最初の哲学者であるタレスは「水」、ヘラクレイトスの「火」、エンペドクレスの「火・空気・土・水」4つの元素と「愛・憎しみ」による運動因子、ピュタゴラスの「数」、デモクリトスの「原子(アトム)」、、など。これらはギリシャ的な物質観の基礎となり、アリストテレス的自然観に吸収される。

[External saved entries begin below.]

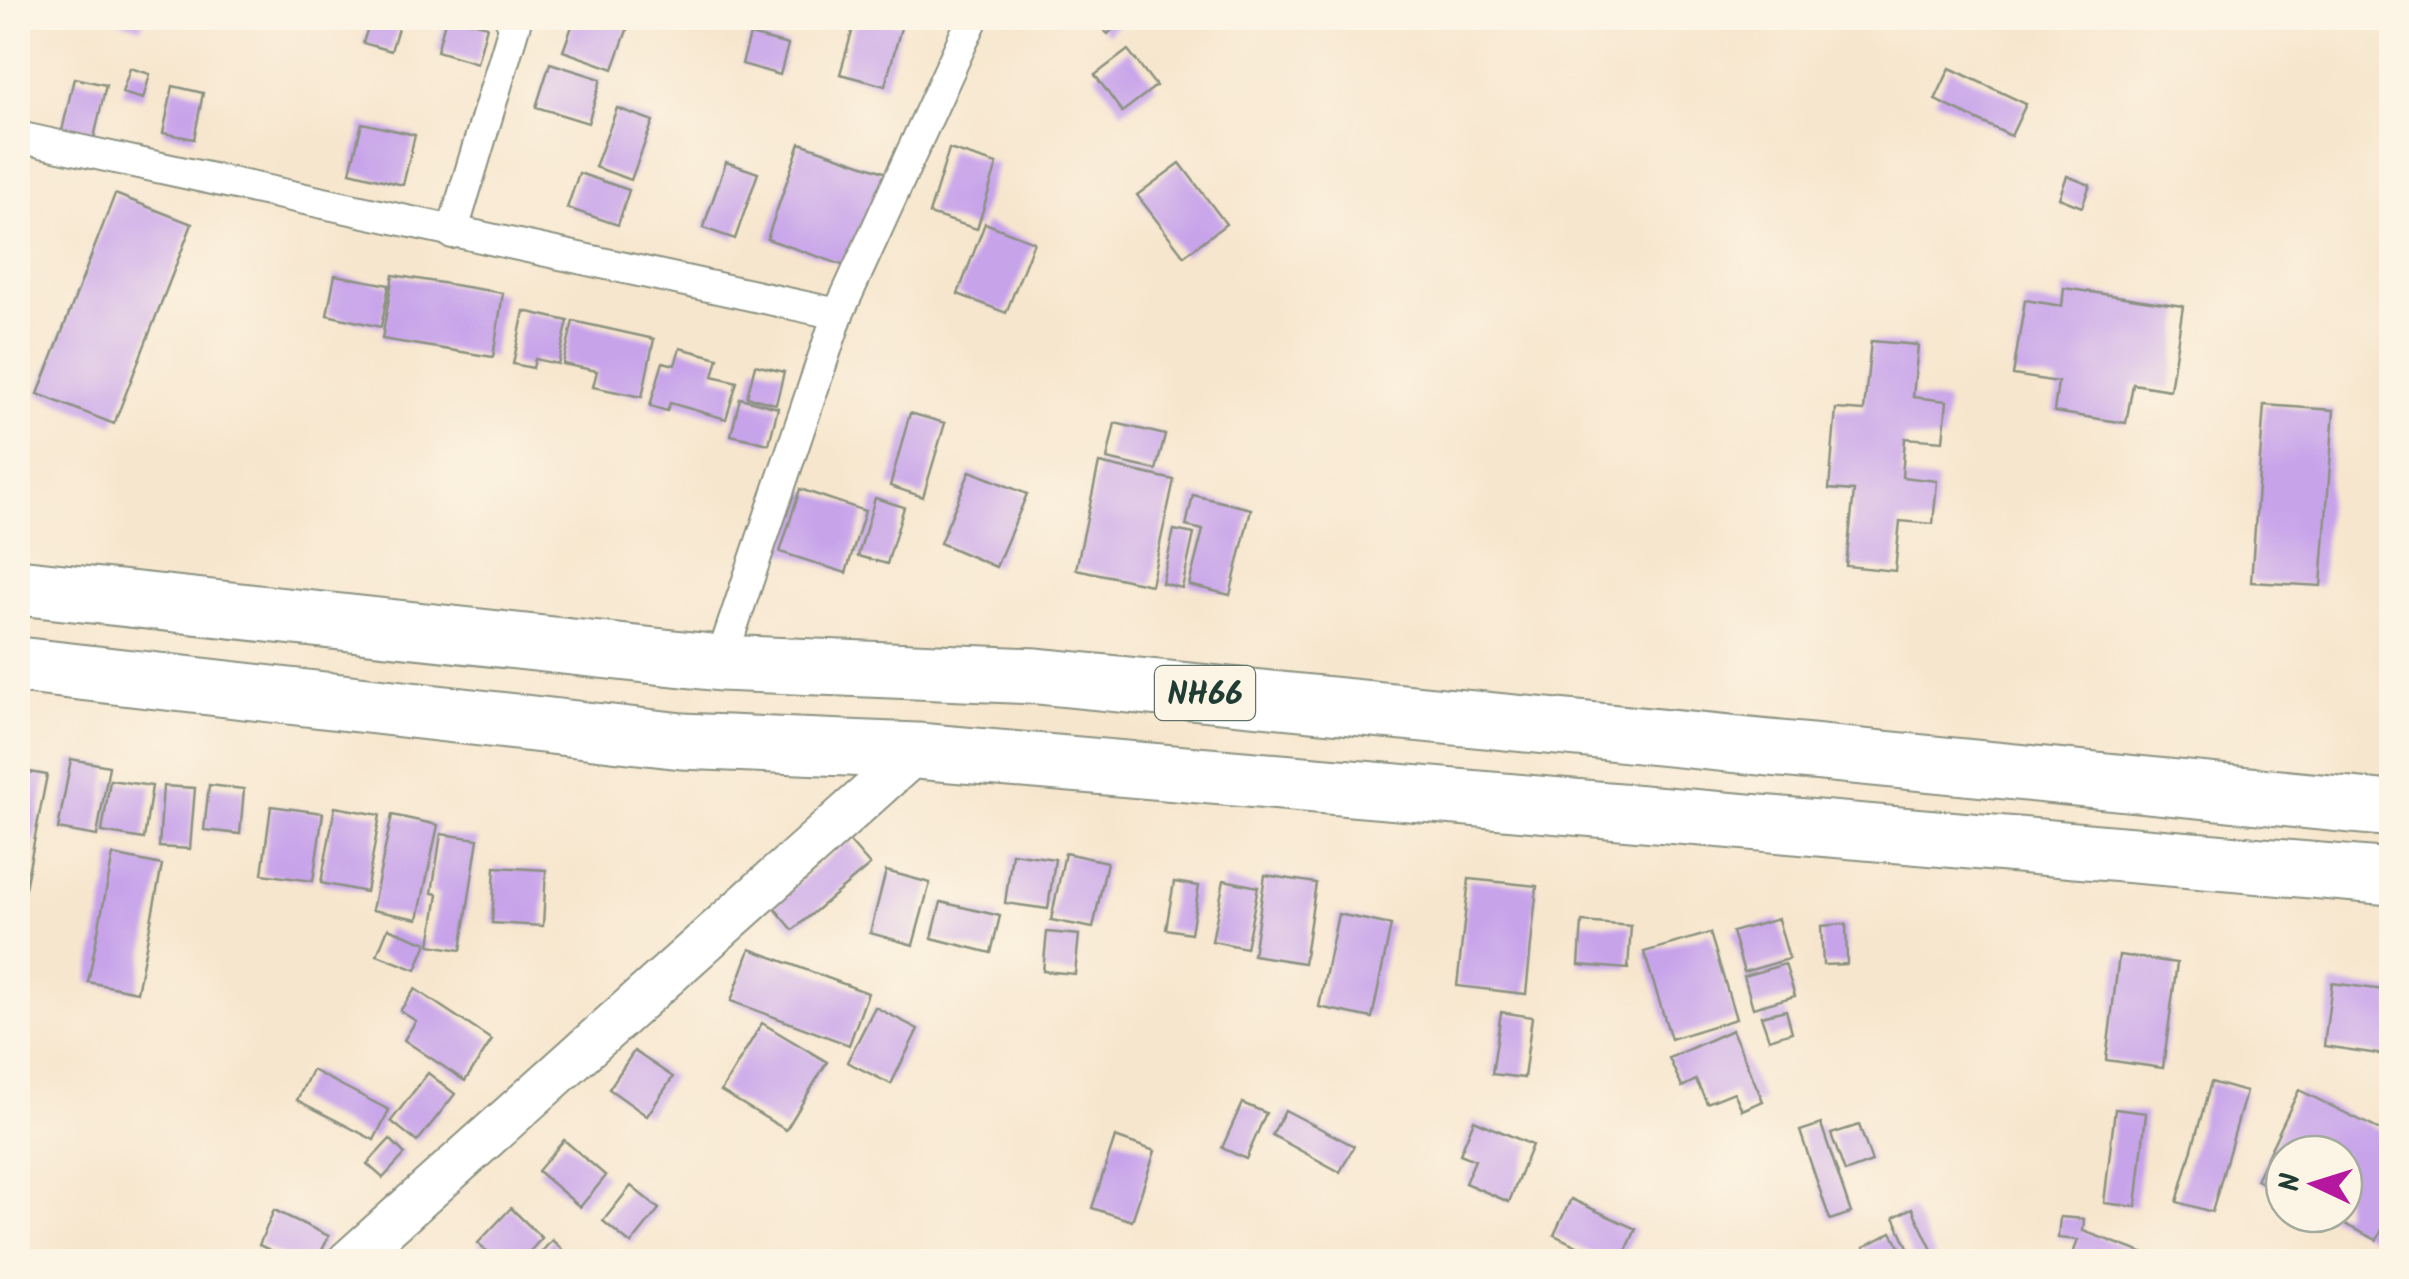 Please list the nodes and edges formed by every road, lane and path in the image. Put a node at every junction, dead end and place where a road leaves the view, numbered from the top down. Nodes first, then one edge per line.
1 (510, 18) edge
2 (974, 18) edge
3 (18, 137) edge
4 (452, 233) junction
5 (838, 314) junction
6 (18, 586) edge
7 (720, 663) junction
8 (18, 665) edge
9 (916, 752) junction
10 (2392, 809) edge
11 (2392, 877) edge
12 (348, 1262) edge

1 - 4 street
2 - 5 street
3 - 4 street
4 - 5 street
5 - 7 street
6 - 7 highway, NH66
7 - 10 highway, NH66
8 - 9 highway, NH66
9 - 11 highway, NH66
9 - 12 main road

(サイバー時代の万物の根元は「情報」、とでもいうのだろうか?)

 

そして、このアリストテレス的自然観は、何とおよそ2000年の長期に渡り自然感を占領し続けた。この長期コスモスにパラダイムシフトを起こしたのが「科学革命」である。

 

コスモロジーの継承

古代ギリシャ哲学は、すんなりと中世のキリスト教世界に引き継がれてはいない。古代ギリシャと中世の間には空白がある。古代ギリシャの科学的知識はヨーロッパからアラビア世界に伝えられ発展を遂げている。つまり、アラビア世界から独自の発展を遂げたギリシャの科学的知識が、12世紀のルネサンスにより逆輸入されたのである。

 

ルネサンスは通常14−16世紀にかけての文芸復興を指されるが、歴史家のチャールズ・ハスキンズは、ギリシャの科学的学問としての復興を、12世紀のルネサンスと呼んだ。このルネサンスでは、イスラム世界から西欧世界への知識の移転を、文明の遭遇、文明移転と呼び、12世紀は西欧世界の知的離陸の時代であったと、伊藤俊太郎は述べている。

 

アラビア化学は、ギリシャ科学の、数学、天文学、自然学の伝統を受け継ぎ、さらに、錬金術や医学、など、実践的な部分を強化させた。この錬金術に代表される、実験技法は、13世紀のベーコンなどによる実験科学に結びついていく。

 

ギリシャ哲学、ギリシャ科学が、論証精神とすれば、アラビア科学、錬金術に対応するのが、実験精神であり、論証精神と実験精神の融合と、ヨーロッパへの知識の移転は、近代科学の母胎になったと言える。